Health Magazine

Sobriety: Recovery Or Suicide?

By Sobrfit3
Written By:  Cathy Shuba
"Happy Monday!"
Saturday night I had attended my cousin's graduation party.  Saturday night I had visited with lots of relatives and friends that I truly love and at times miss seeing.  Saturday night I learned that my cousin's daughter, who was not at the party, tried to commit suicide a week ago.  Saturday night, I learned how secrets truly keep you sick.  Saturday night, I realized how much abandonment my younger cousin, who tried to commit suicide has endured throughout her life.  I pray for my cousin, Cindy.

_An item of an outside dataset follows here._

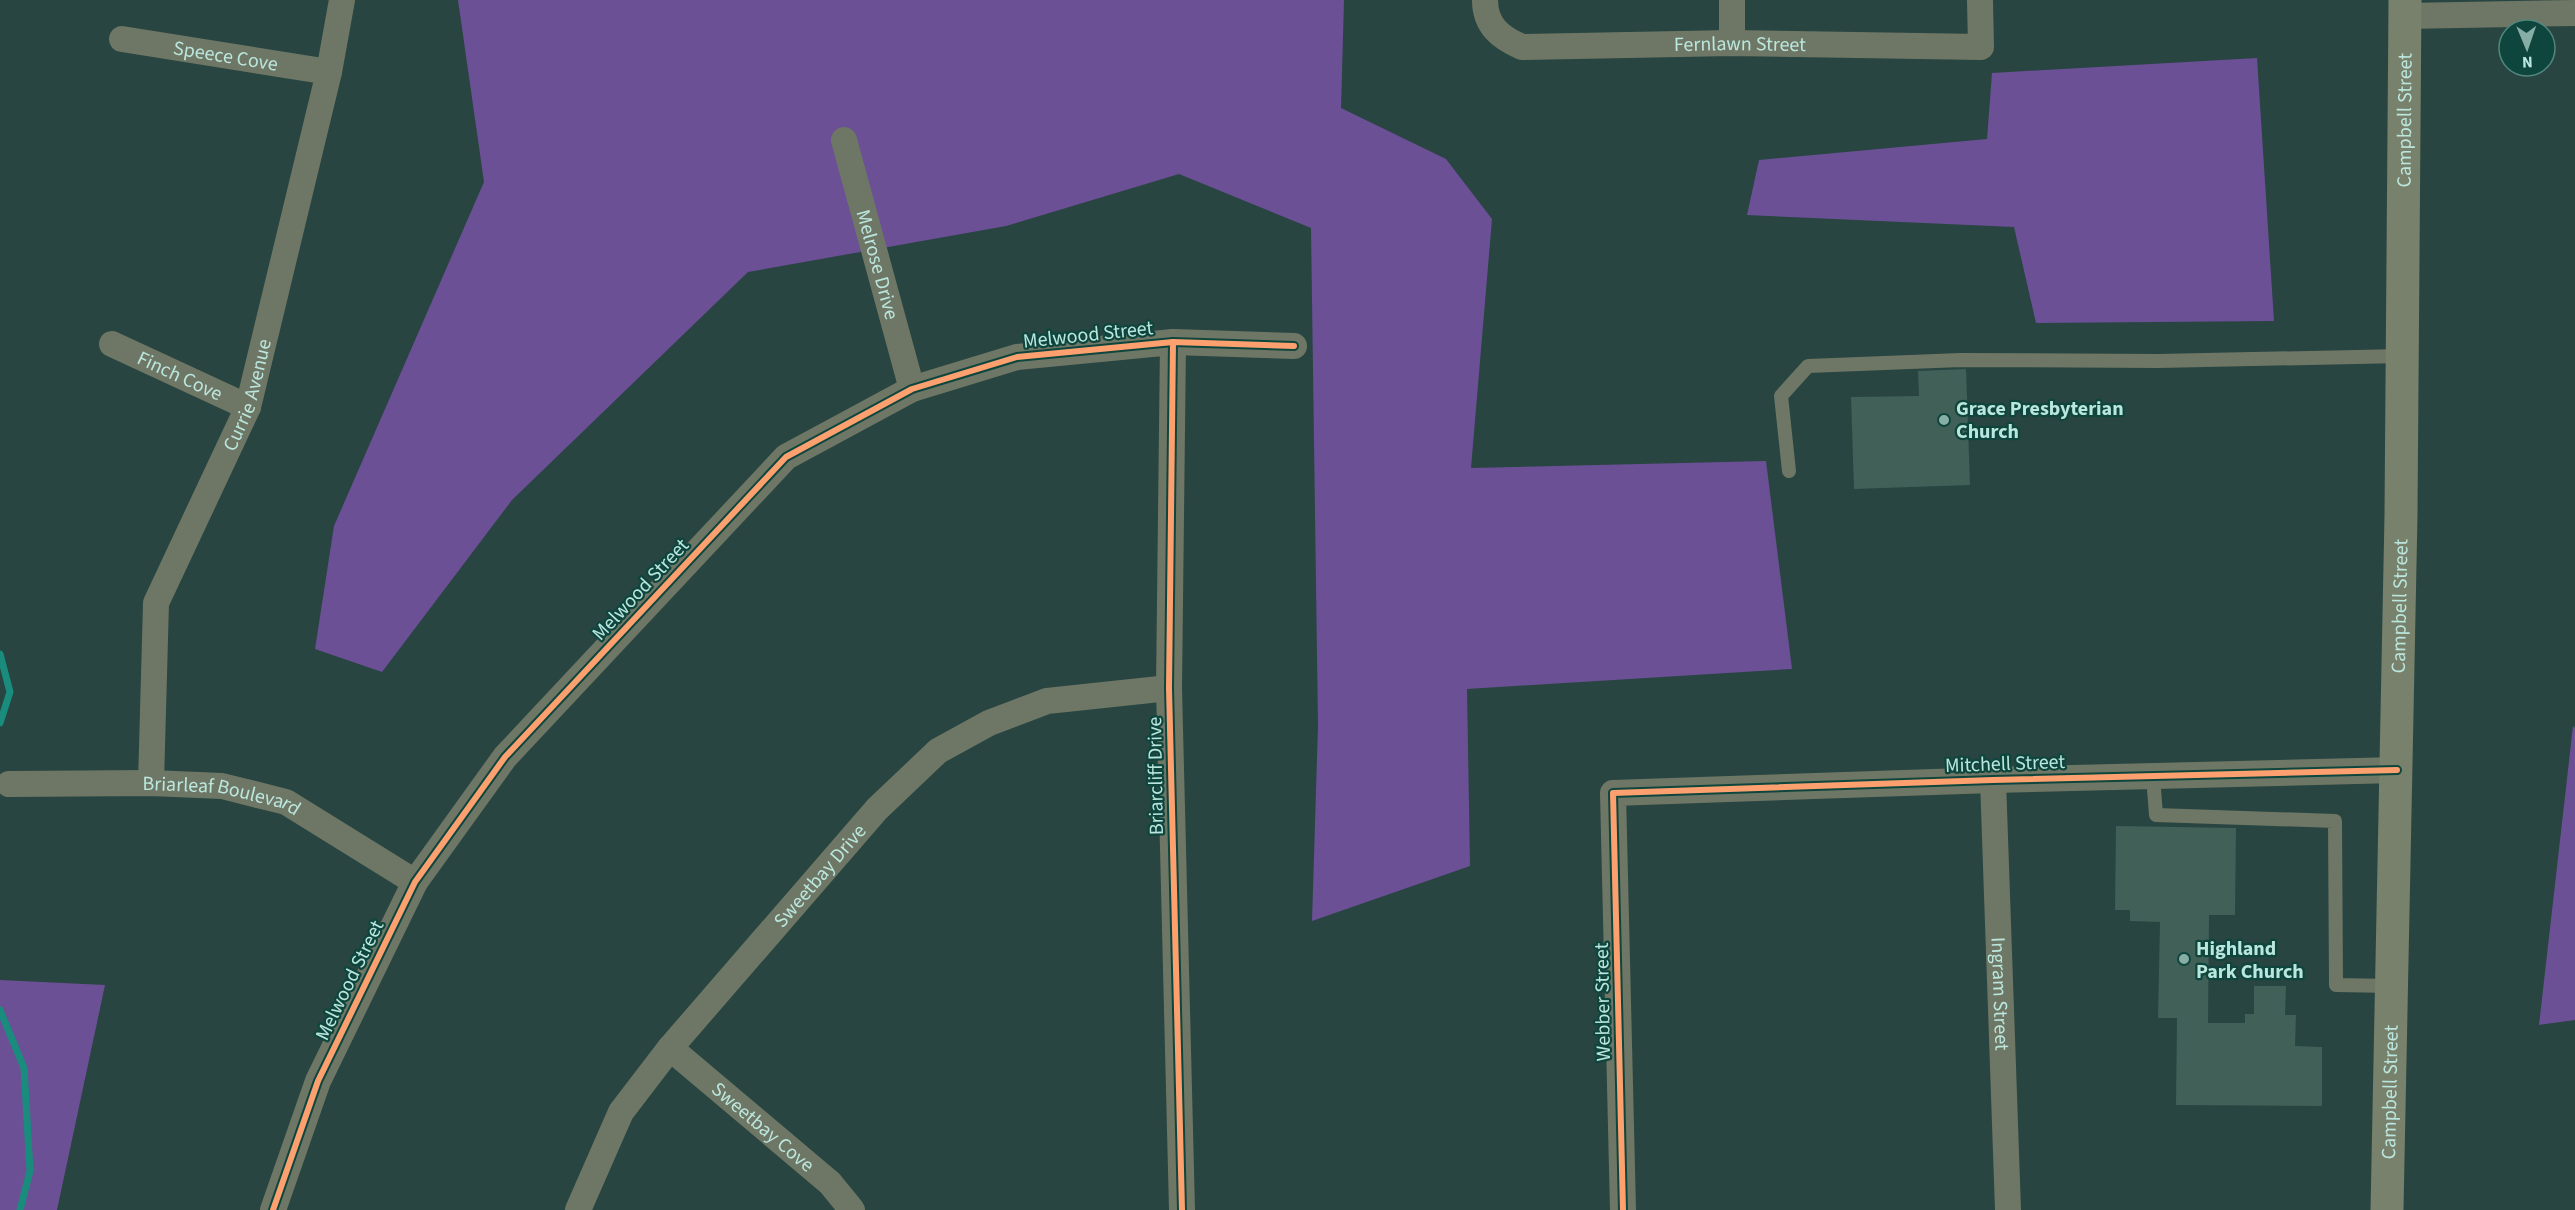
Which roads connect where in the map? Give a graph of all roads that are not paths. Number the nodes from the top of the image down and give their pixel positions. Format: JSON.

My cousin's family is built around rage, depression, secrets, isolation, abandonment, alcoholism and drug addiction.  My cousin has been affected by it all.  My cousin has had no help with it at all.  My cousin's Uncle and his wife are the only one's there to help, pick-up the pieces, protect and try to fix what is broken.  How do you help?  How do you fix?  How do you mend such an innocent heart?  Their answer is unanswered!  Their answer is with a shrug of a shoulder with no response!  Their answer is frustrating.  Their answer is sad.  Their answer is fearful.  Their answer is uncertain.  My answer is prayer!  My answer is Al-Anon!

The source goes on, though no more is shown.